The Causes of Poverty (76): Farmer vs. Hunter Thinking

Tim Harford mentions an interesting study about the origins of different ideas about justice. Farmer cultures seem to stressĀ desert, whereas hunter cultures believe that solidarity is the more important focus of justice. Hunters tend to share because their “incomes” are volatile: some days they catch too much, other days not enough. Luck also determines farmer incomes, but to a lesser extent. Bad weather means bad luck, but it’s also bad luck for neighboring farms. A sharing culture won’t solve that kind of bad luck in the same way as it will in the case of bad luck while hunting. Another reason why a sharing culture will be less important in farmer cultures is the fact that farm crops can be stored more easily than meat in primitive societies.

A farmer mentality will therefore stress self-sufficiency over sharing, and perhaps this will fuel desert-based theories of justice even centuries after farming or hunting has ceased to be an important social role. That may have an impact on the way a society deals with poverty. If you adopt a desert-based theory of justice then you’re normally less inclined to enact policies that reduce poverty since you believe that poverty is deserved. If people deserve their poverty then they can’t claim assistance, and if assistance were to be given anyway that would be an injustice to those whose stock of means is used as a source of assistance, because they too deserve what they have.

It’s tempting to use this farmer-hunter difference to describe the different approaches to poverty in Europe and the US. There’s more opposition to the welfare state in the US, and desert-based theories of justice are more popular there. Hard work and self-sufficiency are common topics of political talk in the US, whereas words such as solidarity and equality are more often used in Europe.

And of course the US was founded as an agrarian society (Thomas Jefferson for instance was a staunch agrarian), with the South of the country remaining agrarian deep into the 19th century.

However, careful with national stereotypes. It’s not as if the whole of the US is hardhearted. It’s a matter of degree.

Steven Pinker has come up with a similar story, although he contrasts farmer and herder cultures.

More posts in this series areĀ here.

The Causes of Wealth Inequality (19): Talent, Effort or Luck?

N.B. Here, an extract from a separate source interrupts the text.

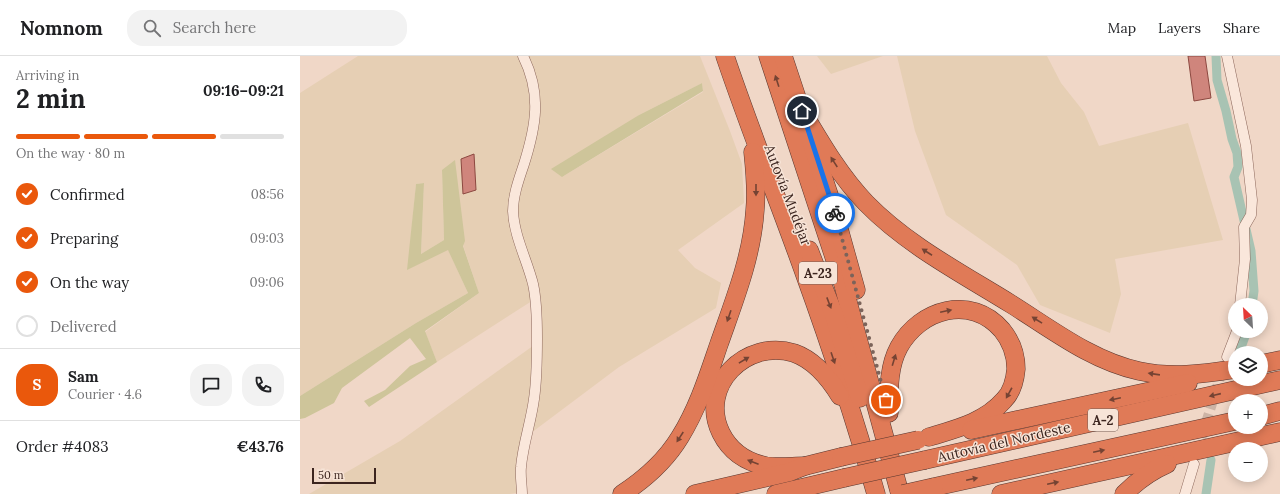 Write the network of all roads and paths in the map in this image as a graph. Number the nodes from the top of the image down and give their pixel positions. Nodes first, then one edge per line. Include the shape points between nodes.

Talented people usually earn more, especially when their talents are “marketable”, highly valuable and in demand among large groups of consumers or users. Hence, it’s tempting to conclude that income inequality is the natural and necessary result of the given inequality in the distribution of marketable talents. However, that conclusion only holds up when you turn things around: rather than talented people earning more, it has to be true that people who earn more generally have more and better talents, talents moreover which are in demand. I don’t know of any study confirming this claim, but my anecdotal observations in the matter tell me that the claim isn’t true: many rich people don’t have special talents, and many talented people aren’t rich at all.

But then why are some people rich? Perhaps they have some other native endowments, such as a strong will, discipline and a natural willingness to make an effort. Or perhaps they have successfully acquired these characteristics during the course of their upbringing and education. Income inequality is then the product of the natural and/or acquired inequality of effort. But, again, it’s easy to find wealthy people who are neither talented nor strong willed, and many poor people work very hard. As someone has said: hard work is much more common than success.

Maybe luck plays a large part in the creation of wealth: some people have the good fortune of acquiring – perhaps through inheritance – certain means of production. Others are born in a place and family that provides good education, numerous wealth creating opportunities, encouragement etc. Still others find themselves in an economy where demand for their particular contributions is high, or where these contributions are highly valued. Or maybe they find themselves in a political system where discrimination and certain government policies give them an advantage.

Your personal thoughts on the relative importance of talent, effort or luck will determine what you think should be done about income inequality. Those who believe effort is the main cause tend to assume nothing should be done. If wealth distribution is the sole result of differences in effort, then redistribution is not only unfair to those who invest more effort, but also has perverse consequences: it will destroy all future wealth and therefore make all future redistribution impossible, because punishing people for their efforts means taking away their incentives to invest effort.

If you think talent or a native endowment of discipline is the main cause of wealth inequality, then you will probably be more sympathetic to redistribution. Since no one deserves his or her talents or other native endowments, no one deserves the unequal rewards that come with unequal endowments. However, since people still need to use and develop their endowments, you’re likely to reserve at least a small role for effort. Hence, you’re not likely to be a strict egalitarian. Still, you will favor education as a means to foster some people’s lingering talents and underdeveloped sense of discipline, and perhaps you’ll also favor a more equal distribution of the attention society gives to different talents.

If you think income inequality is mainly caused by luck or the lack of it, you will be a strong egalitarian. You view talent and effort, as well as the ability and willingness to use and develop talents and to invest effort, as the products of good fortune: you’re lucky to have the right genes, parents and teachers who encourage you etc. And you also view other types of good fortune as causes of wealth: being in the right place at the right time, inheriting means of production, meeting the right business partners etc. Luck is undeserved, and so are its products. Hence redistribution is morally required.